## Aim of the exercise
In the records below, find every line that contains "math" and list it.

## Saved data entries
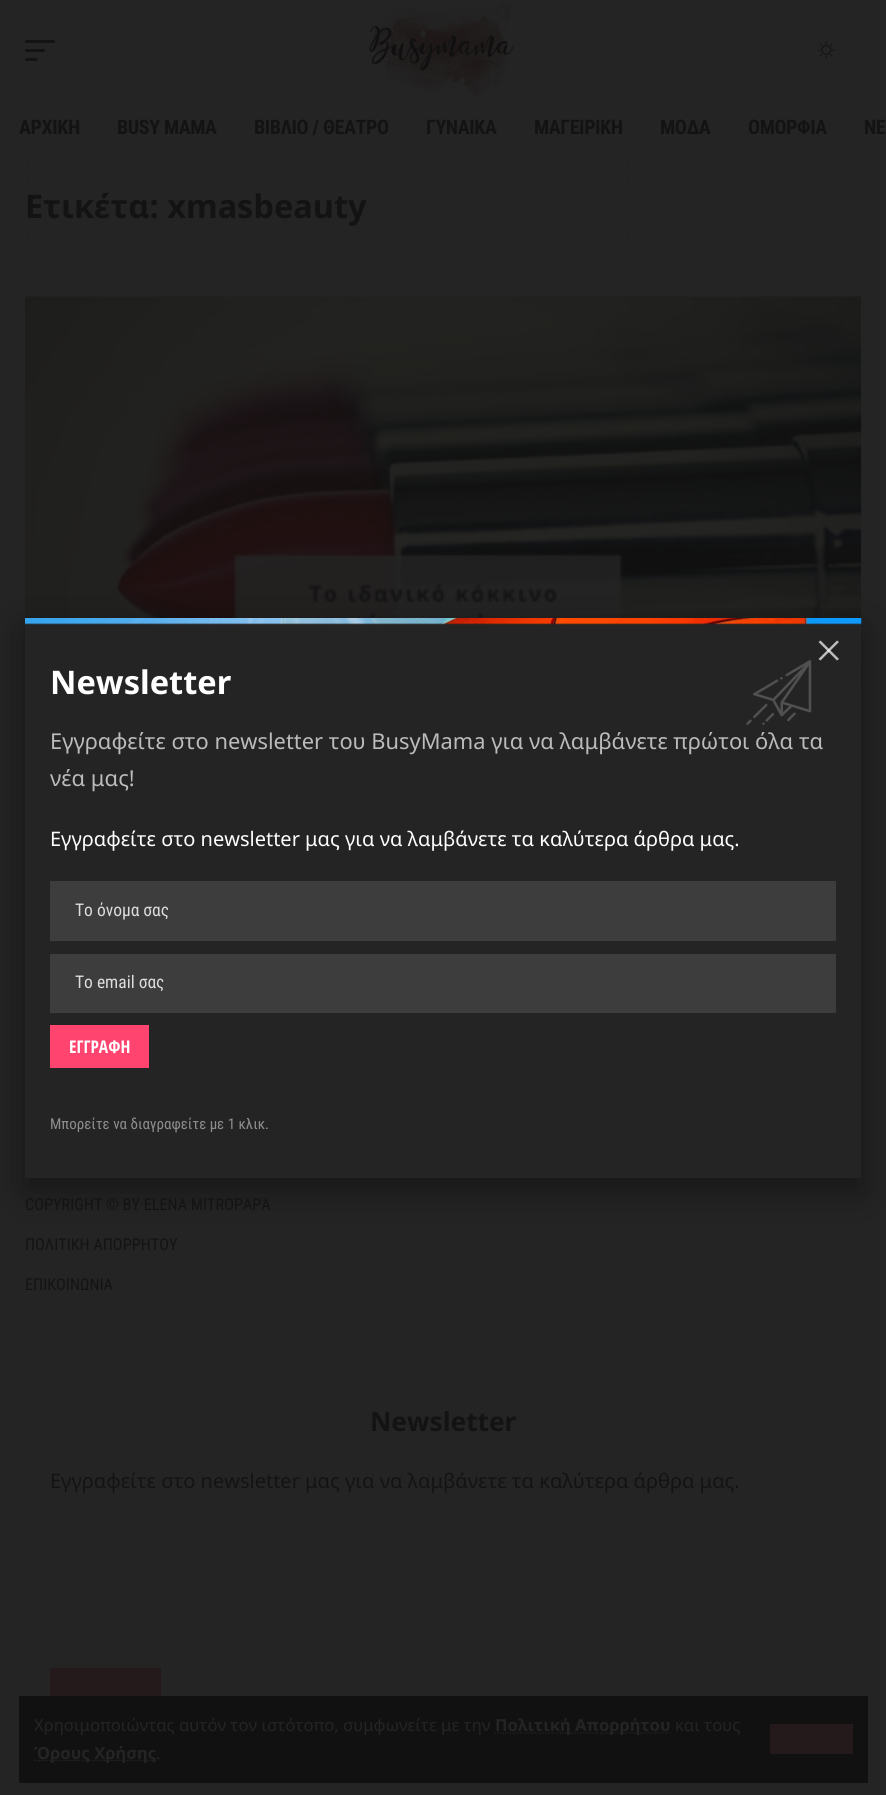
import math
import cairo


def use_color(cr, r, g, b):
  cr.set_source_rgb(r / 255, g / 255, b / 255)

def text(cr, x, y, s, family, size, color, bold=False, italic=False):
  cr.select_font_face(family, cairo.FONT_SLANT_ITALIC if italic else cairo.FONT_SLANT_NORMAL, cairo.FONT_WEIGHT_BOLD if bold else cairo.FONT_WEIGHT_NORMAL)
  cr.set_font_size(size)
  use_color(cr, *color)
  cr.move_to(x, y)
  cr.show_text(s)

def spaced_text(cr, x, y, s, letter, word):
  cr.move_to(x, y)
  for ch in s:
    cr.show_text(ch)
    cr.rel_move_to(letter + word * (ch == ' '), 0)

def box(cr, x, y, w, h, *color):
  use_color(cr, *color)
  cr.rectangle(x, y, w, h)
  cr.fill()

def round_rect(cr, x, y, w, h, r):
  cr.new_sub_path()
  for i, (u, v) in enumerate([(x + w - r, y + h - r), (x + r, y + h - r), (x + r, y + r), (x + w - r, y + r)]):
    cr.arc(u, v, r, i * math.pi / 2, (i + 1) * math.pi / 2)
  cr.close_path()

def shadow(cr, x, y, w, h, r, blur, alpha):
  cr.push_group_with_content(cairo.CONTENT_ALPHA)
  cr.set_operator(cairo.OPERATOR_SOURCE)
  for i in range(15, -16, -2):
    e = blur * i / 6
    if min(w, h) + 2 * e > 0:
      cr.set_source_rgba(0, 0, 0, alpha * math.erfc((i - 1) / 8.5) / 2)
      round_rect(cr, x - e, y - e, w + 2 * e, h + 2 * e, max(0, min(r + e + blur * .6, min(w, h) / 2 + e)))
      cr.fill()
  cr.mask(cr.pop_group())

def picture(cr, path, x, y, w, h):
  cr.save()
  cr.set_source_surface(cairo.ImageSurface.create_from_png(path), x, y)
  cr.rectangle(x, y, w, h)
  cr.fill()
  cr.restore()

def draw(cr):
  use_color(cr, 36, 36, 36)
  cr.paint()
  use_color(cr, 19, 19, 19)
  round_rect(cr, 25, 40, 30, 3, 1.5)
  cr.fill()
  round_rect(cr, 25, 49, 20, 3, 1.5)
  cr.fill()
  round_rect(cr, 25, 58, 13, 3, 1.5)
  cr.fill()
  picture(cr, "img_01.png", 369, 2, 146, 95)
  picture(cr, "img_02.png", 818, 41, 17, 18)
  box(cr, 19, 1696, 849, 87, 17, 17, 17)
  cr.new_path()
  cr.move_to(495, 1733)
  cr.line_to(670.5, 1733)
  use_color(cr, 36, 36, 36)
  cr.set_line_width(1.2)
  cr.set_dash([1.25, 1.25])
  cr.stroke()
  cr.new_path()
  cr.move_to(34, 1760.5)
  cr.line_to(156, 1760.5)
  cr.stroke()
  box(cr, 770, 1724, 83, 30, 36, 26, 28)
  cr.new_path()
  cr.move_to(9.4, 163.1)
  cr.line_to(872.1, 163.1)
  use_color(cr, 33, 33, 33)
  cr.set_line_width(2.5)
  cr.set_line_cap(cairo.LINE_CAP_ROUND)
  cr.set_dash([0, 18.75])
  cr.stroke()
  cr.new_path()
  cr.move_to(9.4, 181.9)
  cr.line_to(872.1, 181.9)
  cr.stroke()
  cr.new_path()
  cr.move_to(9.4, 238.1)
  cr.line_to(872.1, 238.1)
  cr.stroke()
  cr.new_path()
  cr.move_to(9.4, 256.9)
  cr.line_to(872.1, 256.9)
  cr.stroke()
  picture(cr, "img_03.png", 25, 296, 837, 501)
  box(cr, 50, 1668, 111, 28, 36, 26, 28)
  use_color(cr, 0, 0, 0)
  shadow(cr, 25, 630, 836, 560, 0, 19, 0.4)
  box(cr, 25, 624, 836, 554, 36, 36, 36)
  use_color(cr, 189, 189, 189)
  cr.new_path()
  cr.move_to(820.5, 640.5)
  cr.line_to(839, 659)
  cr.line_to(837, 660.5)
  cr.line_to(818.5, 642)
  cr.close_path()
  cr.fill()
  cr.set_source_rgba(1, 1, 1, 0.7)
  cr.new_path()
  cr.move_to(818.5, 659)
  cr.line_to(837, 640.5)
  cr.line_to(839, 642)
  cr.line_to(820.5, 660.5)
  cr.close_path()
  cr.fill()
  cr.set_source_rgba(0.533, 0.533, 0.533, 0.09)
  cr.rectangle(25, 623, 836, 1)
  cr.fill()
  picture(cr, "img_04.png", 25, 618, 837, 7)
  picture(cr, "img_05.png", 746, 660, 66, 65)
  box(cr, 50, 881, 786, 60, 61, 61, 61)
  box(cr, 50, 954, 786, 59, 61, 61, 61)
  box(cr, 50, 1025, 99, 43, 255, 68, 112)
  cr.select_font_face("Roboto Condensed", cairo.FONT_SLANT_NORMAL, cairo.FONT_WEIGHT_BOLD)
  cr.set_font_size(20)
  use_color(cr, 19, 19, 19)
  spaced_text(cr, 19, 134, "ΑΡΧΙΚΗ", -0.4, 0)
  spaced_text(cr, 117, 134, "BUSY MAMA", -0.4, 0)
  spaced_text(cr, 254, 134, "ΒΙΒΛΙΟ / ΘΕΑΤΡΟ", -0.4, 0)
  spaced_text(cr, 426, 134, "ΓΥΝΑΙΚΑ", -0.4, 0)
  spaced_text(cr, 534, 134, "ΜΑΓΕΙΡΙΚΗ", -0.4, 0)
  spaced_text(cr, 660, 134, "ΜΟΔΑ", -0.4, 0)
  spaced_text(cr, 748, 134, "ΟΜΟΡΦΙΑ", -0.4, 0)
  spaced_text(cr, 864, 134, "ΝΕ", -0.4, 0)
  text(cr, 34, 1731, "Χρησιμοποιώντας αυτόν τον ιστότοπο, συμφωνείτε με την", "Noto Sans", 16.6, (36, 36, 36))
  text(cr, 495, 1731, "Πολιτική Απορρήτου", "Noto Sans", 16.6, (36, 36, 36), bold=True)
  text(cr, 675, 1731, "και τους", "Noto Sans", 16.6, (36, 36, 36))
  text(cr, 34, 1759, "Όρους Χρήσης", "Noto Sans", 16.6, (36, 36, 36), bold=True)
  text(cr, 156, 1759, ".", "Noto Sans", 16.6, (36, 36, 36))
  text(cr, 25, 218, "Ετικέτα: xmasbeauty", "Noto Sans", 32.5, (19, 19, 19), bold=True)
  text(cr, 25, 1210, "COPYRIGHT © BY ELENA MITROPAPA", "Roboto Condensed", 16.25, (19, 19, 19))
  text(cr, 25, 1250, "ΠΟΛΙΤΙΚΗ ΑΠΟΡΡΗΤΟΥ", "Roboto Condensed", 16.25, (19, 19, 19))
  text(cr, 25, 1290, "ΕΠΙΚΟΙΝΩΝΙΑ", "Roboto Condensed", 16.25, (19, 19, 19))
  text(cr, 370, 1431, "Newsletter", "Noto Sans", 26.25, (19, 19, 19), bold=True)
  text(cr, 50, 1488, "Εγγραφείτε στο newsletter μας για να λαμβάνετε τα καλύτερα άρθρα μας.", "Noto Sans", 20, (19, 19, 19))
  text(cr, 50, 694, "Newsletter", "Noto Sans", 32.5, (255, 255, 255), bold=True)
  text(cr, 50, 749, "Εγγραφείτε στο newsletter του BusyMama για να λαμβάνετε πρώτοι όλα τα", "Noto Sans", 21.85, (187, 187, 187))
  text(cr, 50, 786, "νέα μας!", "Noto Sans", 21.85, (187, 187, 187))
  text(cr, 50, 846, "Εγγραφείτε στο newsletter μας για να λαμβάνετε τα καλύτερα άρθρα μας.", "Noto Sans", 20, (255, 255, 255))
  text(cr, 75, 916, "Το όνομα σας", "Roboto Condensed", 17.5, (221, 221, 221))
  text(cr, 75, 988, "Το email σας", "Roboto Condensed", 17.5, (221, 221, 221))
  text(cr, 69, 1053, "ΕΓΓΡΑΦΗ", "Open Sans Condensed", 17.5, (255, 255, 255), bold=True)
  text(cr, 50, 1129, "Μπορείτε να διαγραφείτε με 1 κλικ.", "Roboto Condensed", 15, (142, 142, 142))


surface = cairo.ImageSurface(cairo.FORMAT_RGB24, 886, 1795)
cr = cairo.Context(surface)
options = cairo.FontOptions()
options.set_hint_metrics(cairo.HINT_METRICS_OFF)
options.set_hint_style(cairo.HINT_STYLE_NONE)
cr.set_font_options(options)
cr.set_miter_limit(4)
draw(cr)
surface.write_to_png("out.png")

## Output of the task
import math
    cr.arc(u, v, r, i * math.pi / 2, (i + 1) * math.pi / 2)
      cr.set_source_rgba(0, 0, 0, alpha * math.erfc((i - 1) / 8.5) / 2)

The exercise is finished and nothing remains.